Extended Data Fig. 8
Extended Data Fig. 8. SBS polymer model and rescue experiments using dCas9-CTCF.
a, Genome browser snapshots of the Vcan locus. Arcs show changes of chromatin contacts anchored on the Vcan promoter, distal enhancer, and CBSs identified s between wild type NPCs and NPCs in which promoter-proximal CTCF motif sequences were deleted. The colors of arcs represent degrees of interaction change upon the deletion of CTCF motif sequences (blue to red, −/+log10(p-value)). The promoter region and interacting enhancer region are shown in green and yellow shadows, respectively. CTCF, H3K27ac, H3K4me1, H3K4me3, and H3K27me3 ChIP-seq, and TAD boundaries in wild type NPCs are also shown. b, Schematic representation of the dCas9-CTCF rescue experiments. c, Western blot of cells lysates expressing dCas9-CTCF or dCas9 control plasmids. Uncropped images are available as source data online. d, Snapshots of heatmaps around Vcan showing mapped reads of PLAC-seq in dCas9-CTCF (top and bottom strand) and dCas9 control cell lines. Peaks of chromatin contacts between theVcan gene promoter and the downstream distal element are shown in zoom-in. e, SBS model showing triplet interactions between the Vcan promoter (black), distal enhancer (blue) and CBSsthat weaken upon CTCF depletion (white arrows). Heatmaps from each viewpoint in control and CTCF-depleted NPCs are shown. CTCFs (+) (browns) and CTCFs (−) (reds) are convergently oriented. f, Hi-C contact maps (left) of the Vcan locus in control and auxin treated NPCs and the SBS polymer model (right) (HiCRep stratum adjusted correlation SCC = 0.76 and SCC = 0.62 respectively). Genomic positions of Vcan promoter (black), distal enhancer (blue) and relevant motif-oriented CBSs (brown and red) are shown by colored triangles. g, SBS derived 3D structures of the Vcan locus in control and CTCF-depleted NPCs, with relevant elements indicated by colored beads (color as in (b)).
Extended Data Fig. 9
Extended Data Fig. 9. Mechanisms of CTCF-dependent/-independent gene regulation.
a, Boxplots showing the distance from TSS to the nearest enhancer (left) and promoter (right) region in ESCs and NPCs.

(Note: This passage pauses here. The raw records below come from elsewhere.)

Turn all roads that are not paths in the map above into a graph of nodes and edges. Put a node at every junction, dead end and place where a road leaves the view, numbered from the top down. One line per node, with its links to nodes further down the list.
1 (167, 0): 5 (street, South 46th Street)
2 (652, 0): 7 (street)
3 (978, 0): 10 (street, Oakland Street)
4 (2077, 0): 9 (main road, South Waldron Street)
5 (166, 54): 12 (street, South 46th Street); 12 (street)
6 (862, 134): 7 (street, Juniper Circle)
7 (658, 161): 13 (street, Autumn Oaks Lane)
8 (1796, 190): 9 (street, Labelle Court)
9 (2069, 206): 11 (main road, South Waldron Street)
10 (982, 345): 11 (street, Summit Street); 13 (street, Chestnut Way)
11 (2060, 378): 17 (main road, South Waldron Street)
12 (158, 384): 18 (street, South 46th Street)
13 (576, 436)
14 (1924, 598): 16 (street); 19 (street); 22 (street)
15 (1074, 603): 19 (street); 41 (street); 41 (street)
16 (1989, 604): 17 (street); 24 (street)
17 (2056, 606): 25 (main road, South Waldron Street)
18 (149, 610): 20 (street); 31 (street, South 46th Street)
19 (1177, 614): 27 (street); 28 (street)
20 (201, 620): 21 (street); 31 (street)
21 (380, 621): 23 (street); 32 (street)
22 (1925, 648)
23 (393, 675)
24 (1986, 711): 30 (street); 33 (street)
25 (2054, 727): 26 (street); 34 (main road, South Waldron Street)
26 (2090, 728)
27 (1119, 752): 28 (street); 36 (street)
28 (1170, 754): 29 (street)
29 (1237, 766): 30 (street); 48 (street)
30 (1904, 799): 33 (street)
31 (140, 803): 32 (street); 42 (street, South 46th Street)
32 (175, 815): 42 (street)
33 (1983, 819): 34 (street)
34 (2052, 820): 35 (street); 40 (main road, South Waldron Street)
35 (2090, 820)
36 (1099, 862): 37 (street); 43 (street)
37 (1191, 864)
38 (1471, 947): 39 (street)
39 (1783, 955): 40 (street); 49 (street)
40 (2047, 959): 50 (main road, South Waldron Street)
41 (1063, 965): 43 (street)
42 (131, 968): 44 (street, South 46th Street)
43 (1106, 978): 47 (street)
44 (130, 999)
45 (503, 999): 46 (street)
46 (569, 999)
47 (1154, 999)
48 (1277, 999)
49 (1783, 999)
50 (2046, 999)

Red: CTCF-dependent up-regulated genes, blue: CTCF-dependent down-regulated genes, gray: CTCF-independent stably regulated genes. The numbers of genes analyzed in each group are indicated on the bottom. *** p value < 0.001, ** p value < 0.01, * p value < 0.05, two-tailed t-test. b, Average enrichment of H3K27ac ChIP-seq signals on TSSs of CTCF-dependent up-regulated (red), and down-regulated (blue) genesand CTCF-independent genes (gray) in ESCs (left) and NPCs (right). Average enrichment of H3K27me3 ChIP-seq signals on TSSs and TESs are also shown (bottom). c, d, Genome browser snapshot of the Sox2 locus (c) whose reduction of expression level was moderate 24 or 48 hours after CTCF depletion in ESCs in RNA-seq and qPCR (d). The arcs show PLAC-seq contact counts in control (top) and CTCF-depleted ESCs (middle) at every 10-kb bin. Changes of chromatin contacts on enhancers and the Sox2 promoter are also shown (bottom). Sox2 gene promoter and interacting super enhancer are shown in green and yellow shadows, respectively. CTCF, H3K4me1, H3K27ac, H3K4me3, and H3K27me3 ChIP-seq, RNA-seq in control and CTCF-depleted ESCs are shown. The error bars in the right panel of (d) indicate standard deviation of 8 independent experiments. RPKM values were calculated from two RNA-seq replicates. NS not significant, * p value < 0.05, ** p value < 0.01, *** p value < 0.001, two-tailed t-test. e, Enrichment analysis of CTCF-dependent down-regulated (left) and up-regulated (right) genes categorized based on the distance to the nearest interacting enhancer (vertical columns) and the number of enhancers around TSS (< 200 kb) (horizontal columns) in ESCs. Enrichment values are shown by odds ratio (scores in boxes) and p-values (color). The distance to the nearest interacting enhancer is represented by the shortest genomic distance of significant PLAC-seq peaks on enhancers and promoters (p-value < 0.01). (see Fig. 4b for the same analysis in NPCs). f, Model for the general features of CTCF-dependent down-regulated (top), up-regulated genes (middle), and CTCF-independent genes (bottom). g, Venn-diagram showing overlapping between CTCF dependent genes and Mll3/4 dependent genes in NPCs. Statistical significance based on Fisher’s exact test. Odds ratio represents the strength of association.
Extended Data Fig. 10
Extended Data Fig. 10. Features of tissue-specific CTCF occupied promoter genes.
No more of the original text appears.